Similar problems were posed by the even larger Sturgis Motorcycle Rally, held in South Dakota over 10 days in August.
At least one attendee died of the coronavirus, and researchers labeled Sturgis a “superspreading event,” an assessment blasted as “completely untrue” by Gov. Kristi Noem.
“The lessons from Sturgis are that this chain of transmission will happen in any mass gatherings and it will have mass consequences,” Adalja told The Daily Beast. “At the very least, anyone that attends a mass gathering should get tested a couple of days after the event.”

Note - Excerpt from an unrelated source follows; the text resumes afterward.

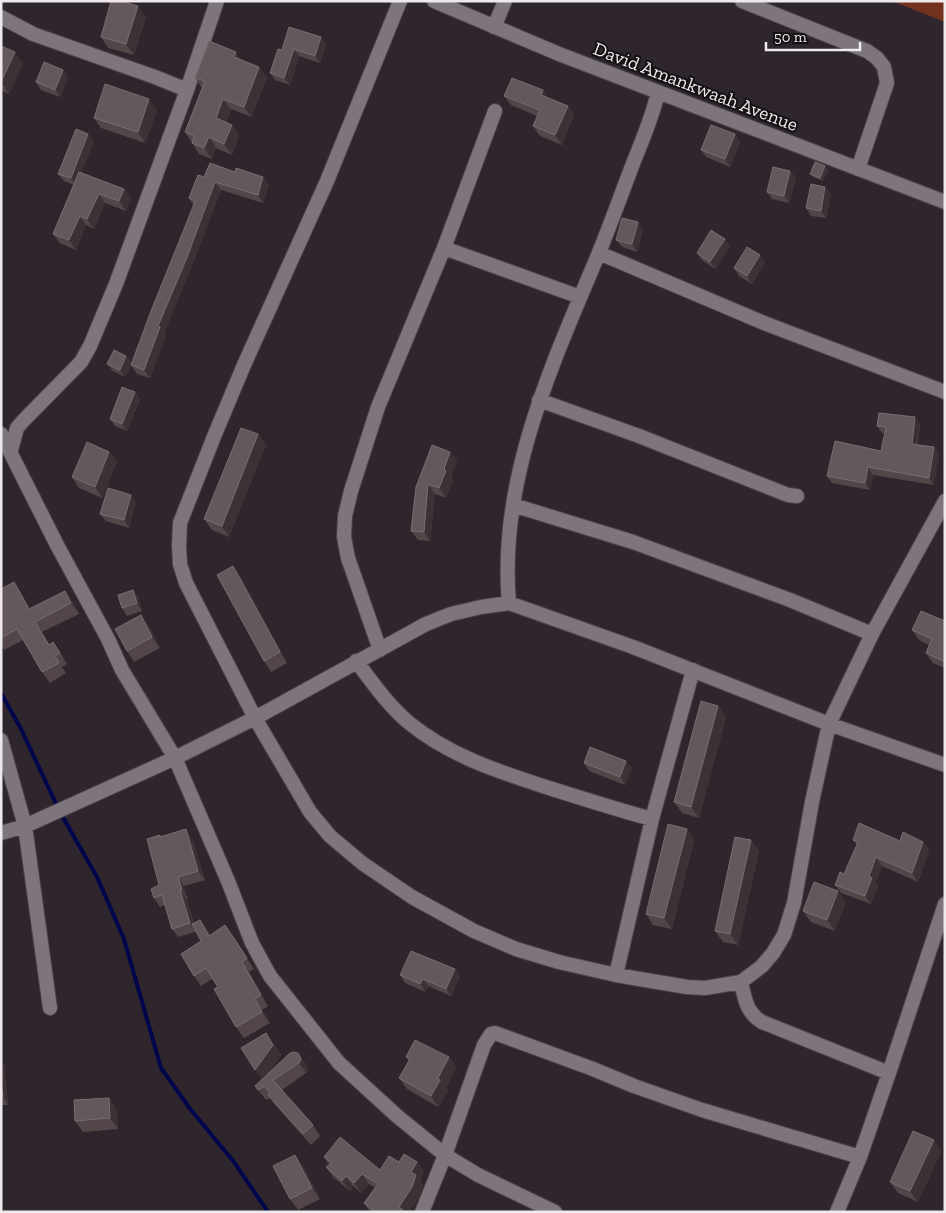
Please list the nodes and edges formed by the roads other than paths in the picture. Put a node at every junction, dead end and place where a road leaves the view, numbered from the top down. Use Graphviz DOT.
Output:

Lake of the Ozarks was previously in the spotlight over the Memorial Day weekend when massive, maskless crowds congregated for pool parties with the pandemic still raging.
Ahead of the weekend biker rally, Lake Ozark Mayor Gerry Murawski admitted to The Kansas City Star that he had some concerns.
“But this is our last event of the year and I keep thinking, ‘Let’s just get through this,’ and then we can quite frankly go to sleep for a few months,” Murawski told the paper. “And hopefully by next year it’s gone. Probably not, though.”